Producers: Aaron Boyd, Ryan Frost, Tom Putnam, Jory Weitz and David Cross Director: Tom Putnam Screenplay: Tom Putnam Cast: David Cross, Debra Messing, Cameron Esposito, Gary Farmer, Kimberly Guerrero, Patterson Hood, Peyton Dilweg, Dyami Thomas, Olivia Ritchie, Brian Adrian Koch and David Koechner Distributor: Public House Films
Grade: B-
If you’re searching for a way to get out into nature again without leaving your living room, you might want to consider this little picture about a long walk taken through Washington State’s Gifford Pinchot National Forest. It’s inspired by a trek taken by Robert Michael Pyle that led to his 1995 book “Where Bigfoot Walks: Crossing the Dark Divide,” and offers a healthy dose of humor as well as a few tears and much gorgeous landscape.
It also provides a rare leading role for actor David Cross, best known for television work in series like “Arrested Development.” He plays Pyle, at the time a lepidopterist at a small college, who is encouraged by his terminally ill wife Thea (Debra Messing), to fulfill his dream by undertaking the trip to find new species of butterflies and moths, something made possible by the receipt of a Guggenheim fellowship.
Cross’s abstracted but nervously self-confident manner is perfect for Pyle, portrayed in Tom Putnam’s script as something of a nerd who’s, temperamentally, woefully unprepared for such an arduous undertaking but waves aside warnings about the dangers he gets from colleagues at campus parties and locals he meets along the way to his destination. He just drives to the preserve in his ramshackle car, straps on his backpack and lumbers awkwardly into the wilderness.
It’s no time before he runs into trouble, nearly getting run down by off-road cycles as he struggles to climb a slope and almost falling off a steep cliff as he absently-mindedly tries to snare a butterfly. Naturally he loses his net in the process. And that’s only the beginnings of his misfortunes, which will also find him running around in nothing but his underwear and getting lost in a cave.
But there are certainly compensations. That cave episode comes as a result of Pyle’s thinking that he’s had a glimpse of Bigfoot and decides to confirm the sighting. He also has an encounter with a rare spotted owl. And as he stumbles through the woods he is often awed by the sight of the magnificent sunsets and gorgeous vistas; he comes to appreciate nature as well as studying it. And by the close he’s not trying to catch elusive creatures, but merely watches and records what he finds. The journey teaches him to commune rather than control. And periodic flashbacks to his life with Thea add touches of poignancy to the trip.

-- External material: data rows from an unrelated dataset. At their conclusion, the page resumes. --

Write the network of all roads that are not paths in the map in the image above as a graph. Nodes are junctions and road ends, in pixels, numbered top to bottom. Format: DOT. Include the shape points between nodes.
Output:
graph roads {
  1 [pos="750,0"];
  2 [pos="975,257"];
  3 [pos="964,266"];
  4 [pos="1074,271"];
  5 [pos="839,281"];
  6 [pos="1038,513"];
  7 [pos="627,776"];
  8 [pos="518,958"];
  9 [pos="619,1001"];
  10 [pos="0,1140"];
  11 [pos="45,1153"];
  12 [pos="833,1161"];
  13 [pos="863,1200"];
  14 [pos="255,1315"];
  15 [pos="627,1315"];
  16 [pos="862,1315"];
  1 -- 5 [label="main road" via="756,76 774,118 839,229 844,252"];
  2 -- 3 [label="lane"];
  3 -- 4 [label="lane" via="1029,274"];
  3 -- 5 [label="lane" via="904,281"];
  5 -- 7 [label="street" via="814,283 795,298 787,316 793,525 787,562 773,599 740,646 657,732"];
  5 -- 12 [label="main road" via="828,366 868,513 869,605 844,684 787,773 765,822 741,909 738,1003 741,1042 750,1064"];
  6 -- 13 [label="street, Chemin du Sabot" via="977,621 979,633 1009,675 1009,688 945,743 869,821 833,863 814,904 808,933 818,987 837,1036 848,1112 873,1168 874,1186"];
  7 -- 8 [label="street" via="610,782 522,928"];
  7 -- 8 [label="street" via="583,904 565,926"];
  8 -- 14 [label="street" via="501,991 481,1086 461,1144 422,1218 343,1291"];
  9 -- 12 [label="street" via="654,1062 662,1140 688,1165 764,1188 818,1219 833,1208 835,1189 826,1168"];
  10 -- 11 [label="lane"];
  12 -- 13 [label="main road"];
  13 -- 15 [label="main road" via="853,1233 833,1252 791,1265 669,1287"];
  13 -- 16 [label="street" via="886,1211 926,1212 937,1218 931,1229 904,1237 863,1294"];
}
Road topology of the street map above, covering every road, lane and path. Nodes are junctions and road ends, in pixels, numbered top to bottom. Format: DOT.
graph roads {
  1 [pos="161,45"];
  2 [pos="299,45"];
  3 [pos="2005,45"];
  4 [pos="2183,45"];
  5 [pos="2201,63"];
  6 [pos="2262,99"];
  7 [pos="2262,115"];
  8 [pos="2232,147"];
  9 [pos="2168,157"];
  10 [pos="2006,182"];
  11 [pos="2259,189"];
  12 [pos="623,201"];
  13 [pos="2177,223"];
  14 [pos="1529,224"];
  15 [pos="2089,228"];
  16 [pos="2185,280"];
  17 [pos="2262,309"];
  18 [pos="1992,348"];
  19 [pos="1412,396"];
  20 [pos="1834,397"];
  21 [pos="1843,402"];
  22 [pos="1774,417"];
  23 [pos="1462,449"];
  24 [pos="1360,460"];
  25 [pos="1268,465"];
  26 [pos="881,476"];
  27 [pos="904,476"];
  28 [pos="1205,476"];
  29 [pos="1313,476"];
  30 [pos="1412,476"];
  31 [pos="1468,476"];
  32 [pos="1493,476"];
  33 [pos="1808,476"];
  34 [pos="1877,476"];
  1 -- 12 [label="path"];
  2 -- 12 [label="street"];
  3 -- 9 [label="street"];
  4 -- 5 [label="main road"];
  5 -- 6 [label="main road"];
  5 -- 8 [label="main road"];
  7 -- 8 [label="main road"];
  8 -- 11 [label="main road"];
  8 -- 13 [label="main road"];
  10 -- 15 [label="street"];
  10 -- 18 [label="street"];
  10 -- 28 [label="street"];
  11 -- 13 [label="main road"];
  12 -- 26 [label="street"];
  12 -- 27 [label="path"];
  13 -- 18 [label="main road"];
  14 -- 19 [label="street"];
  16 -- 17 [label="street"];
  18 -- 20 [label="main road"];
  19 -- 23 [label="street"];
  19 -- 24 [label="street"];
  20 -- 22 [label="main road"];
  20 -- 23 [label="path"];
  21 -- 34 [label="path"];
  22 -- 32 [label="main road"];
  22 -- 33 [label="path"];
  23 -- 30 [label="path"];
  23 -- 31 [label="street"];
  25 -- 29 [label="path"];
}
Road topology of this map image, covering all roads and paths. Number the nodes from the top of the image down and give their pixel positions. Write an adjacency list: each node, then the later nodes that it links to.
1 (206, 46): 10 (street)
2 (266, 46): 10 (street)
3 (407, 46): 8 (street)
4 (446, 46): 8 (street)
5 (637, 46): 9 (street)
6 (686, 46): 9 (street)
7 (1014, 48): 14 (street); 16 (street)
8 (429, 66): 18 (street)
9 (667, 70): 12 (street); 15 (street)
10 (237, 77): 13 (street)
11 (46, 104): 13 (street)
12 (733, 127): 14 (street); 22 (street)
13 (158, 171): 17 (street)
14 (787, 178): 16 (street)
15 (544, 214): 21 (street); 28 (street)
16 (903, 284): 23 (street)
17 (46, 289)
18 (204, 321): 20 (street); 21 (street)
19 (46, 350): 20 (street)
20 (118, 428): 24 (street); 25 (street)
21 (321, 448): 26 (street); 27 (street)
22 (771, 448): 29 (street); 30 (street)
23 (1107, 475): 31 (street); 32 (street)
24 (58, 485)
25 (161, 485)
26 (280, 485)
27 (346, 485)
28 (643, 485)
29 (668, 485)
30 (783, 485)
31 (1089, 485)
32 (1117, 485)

Much of the humor derives from Pyle’s occasional meetings with other humans in the wilderness. There’s a session with some loggers, in which he has a talk with the always welcome Gary Farmer as Densmore, a Native American who gently but firmly disputes Pyle’s views on conservation, and a campfire evening with some hikers (one of whom fires a rifle at him before recognizing him as human), including David Koechner and Kimberly Guerrero, who talk about Bigfoot. There’s also a pleasant exchange with an overworked forest ranger and a nice ending, in which Pyle stumbles upon a couple of campers who offer him a beer and a ride back to his car.
Technically there’s a rough-and-ready quality to “The Dark Divide.” Putnam’s direction is so unhurried that it sometimes feels lax (he and Sam Hook edited), and though Sean Bagley’s camerawork captures some lovely images, at times it’s a bit ragged. (The movie was, of course, shot on location in Washington and the Hood River area of Oregon.) The background music provided by The Avett Brothers can also be intrusive.
But overall the picture is an unpretentious and refreshing jaunt through the woods. And where else will you find a movie whose credits boast not only a butterfly and moth wrangler (Dana Ross) but an owl wrangler (Cash Morgan) and trainer (Jay Yost)?